The Mayo Clinic found a direct correlation between celiac disease (a digestive disorder triggered by gluten) and dementia (link to article). Even those who have a far more common condition like gluten sensitivity are at risk of suffering mental and cognitive decline. Wheat gluten has already been linked to worsening of symptoms in brain disorders like schizophrenia, autism and ADHD. Gluten is not only present in wheat, but also in other grains like rye, barley and spelt.
If you are eating any processed, restaurant or fast food, you are likely getting more salt, sugar, bad fats and food additives than you might think. Two of the worst food additives are MSG and artificial sweeteners. MSG (Monosodium Glutamate) is a known neurotoxin that can cause headaches, mood swings, dizziness, anxiety and depression. Artificial sweeteners like aspartame and sucralose can also cause brain fog symptoms as well as headaches, migraines, dizziness, anxiety, depression and tinnitus.
Other lifestyle factors that can increase Brain Fog Include:
Dehydration, caffeine withdrawal, vitamin and mineral deficiencies (Vitamins B1, B2, B3, B6, B12, Vitamin D, Omega-3 Fatty Acids, Magnesium, Carnitine and Zinc), lack of restful sleep, inability to handle stress, lack of exercise, toxins in your home and other underlying health conditions.
What you can do about it
Lucky for us, our bodies are designed to heal the issues that we cause for it. Our brains contain cells called Microglia that help to remove any inflammation, waste products and uninvited guests that enter the brain space. Through a process called Autophagy, they remove and recycle any biochemical debris that would otherwise hamper brain function. As we age, these cells decrease in ability and function, thus debris begins to build up. There are some foods that help the Microglia to perform their function and last longer.
Eat real food, not too much, mostly plants
Berries are a great source of antioxidants, which help to eliminate brain damaging materials. 2-3 servings of fruit daily are essential in ensuring the microglia are able to function correctly. Blueberries, Acai berries and strawberries have the highest antioxidant quantities. It is important to ensure that these fruits are organic and don’t contain any pesticide residues which can also have severe effects on brain function.
Green vegetables contain many of the vitamins and minerals that our cells need to be able to function correctly. These vegetables contribute greatly to proper brain function. The best vegetables to choose are organic, dark, leafy green vegetables like spinach, kale, chard, arugala and asparagus as well as other great vegetables like tomatoes, carrots, celery, cabbage, bell peppers and mushrooms. Again, organic options are the best choice for all of these.

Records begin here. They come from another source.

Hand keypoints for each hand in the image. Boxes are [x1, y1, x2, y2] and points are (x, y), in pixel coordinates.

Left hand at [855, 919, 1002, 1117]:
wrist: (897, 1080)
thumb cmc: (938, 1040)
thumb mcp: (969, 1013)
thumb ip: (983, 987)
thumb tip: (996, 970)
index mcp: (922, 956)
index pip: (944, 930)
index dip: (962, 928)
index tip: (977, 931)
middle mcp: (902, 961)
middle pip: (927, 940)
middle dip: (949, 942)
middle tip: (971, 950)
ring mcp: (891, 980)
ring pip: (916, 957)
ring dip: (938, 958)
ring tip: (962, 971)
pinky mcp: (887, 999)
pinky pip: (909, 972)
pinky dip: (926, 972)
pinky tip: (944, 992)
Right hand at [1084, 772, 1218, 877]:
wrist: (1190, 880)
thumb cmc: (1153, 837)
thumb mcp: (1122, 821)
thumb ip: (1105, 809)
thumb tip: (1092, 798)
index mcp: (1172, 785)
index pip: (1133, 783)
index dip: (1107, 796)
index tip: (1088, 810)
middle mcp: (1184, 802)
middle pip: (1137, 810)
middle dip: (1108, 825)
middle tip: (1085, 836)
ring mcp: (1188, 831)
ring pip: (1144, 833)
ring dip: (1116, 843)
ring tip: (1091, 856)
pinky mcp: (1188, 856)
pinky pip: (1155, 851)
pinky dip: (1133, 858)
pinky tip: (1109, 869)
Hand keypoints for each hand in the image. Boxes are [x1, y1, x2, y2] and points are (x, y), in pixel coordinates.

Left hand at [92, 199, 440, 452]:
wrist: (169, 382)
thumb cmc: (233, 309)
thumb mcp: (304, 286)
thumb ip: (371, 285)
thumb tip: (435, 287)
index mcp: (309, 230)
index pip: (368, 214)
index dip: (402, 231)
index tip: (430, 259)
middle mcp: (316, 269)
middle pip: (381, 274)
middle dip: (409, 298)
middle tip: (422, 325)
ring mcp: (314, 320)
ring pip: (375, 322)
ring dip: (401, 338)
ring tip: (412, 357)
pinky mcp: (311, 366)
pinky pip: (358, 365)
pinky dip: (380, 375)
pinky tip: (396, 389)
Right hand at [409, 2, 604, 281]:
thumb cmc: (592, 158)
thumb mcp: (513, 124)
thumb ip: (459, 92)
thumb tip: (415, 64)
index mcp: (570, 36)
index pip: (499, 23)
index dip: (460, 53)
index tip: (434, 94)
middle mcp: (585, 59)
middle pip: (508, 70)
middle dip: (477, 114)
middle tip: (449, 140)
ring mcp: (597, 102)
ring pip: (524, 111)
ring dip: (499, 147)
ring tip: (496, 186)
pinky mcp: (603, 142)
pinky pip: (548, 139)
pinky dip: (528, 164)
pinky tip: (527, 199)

Like we discussed, our brains are made primarily of fat. It is important to give these cells good fats to replenish with, so eat nuts like almonds, cashews and brazil nuts, seeds like chia and flax and cook with high quality oils like Coconut oil, ghee, grass-fed butter and drizzle your salads with olive oil or avocado oil. Remember, Omega-3’s are good, Omega-6’s are bad.
Fish Oil Supplements
Fish Oils are high in Omega-3 fatty acids like EPA and DHA. These are important for nourishing the brain which helps to normalize its function.
Ensure you drink enough water on a daily basis. Filtered water that doesn’t come from plastic bottles are the best option to help eliminate toxins like pesticide residues and BPA-like plastic chemicals.
Often times, there are underlying issues in your gut, dysfunctional energy production and over-stressed hormone systems that can be causing these symptoms. It is very important to get to the root of the problem by having functional lab testing completed by a functional medicine practitioner.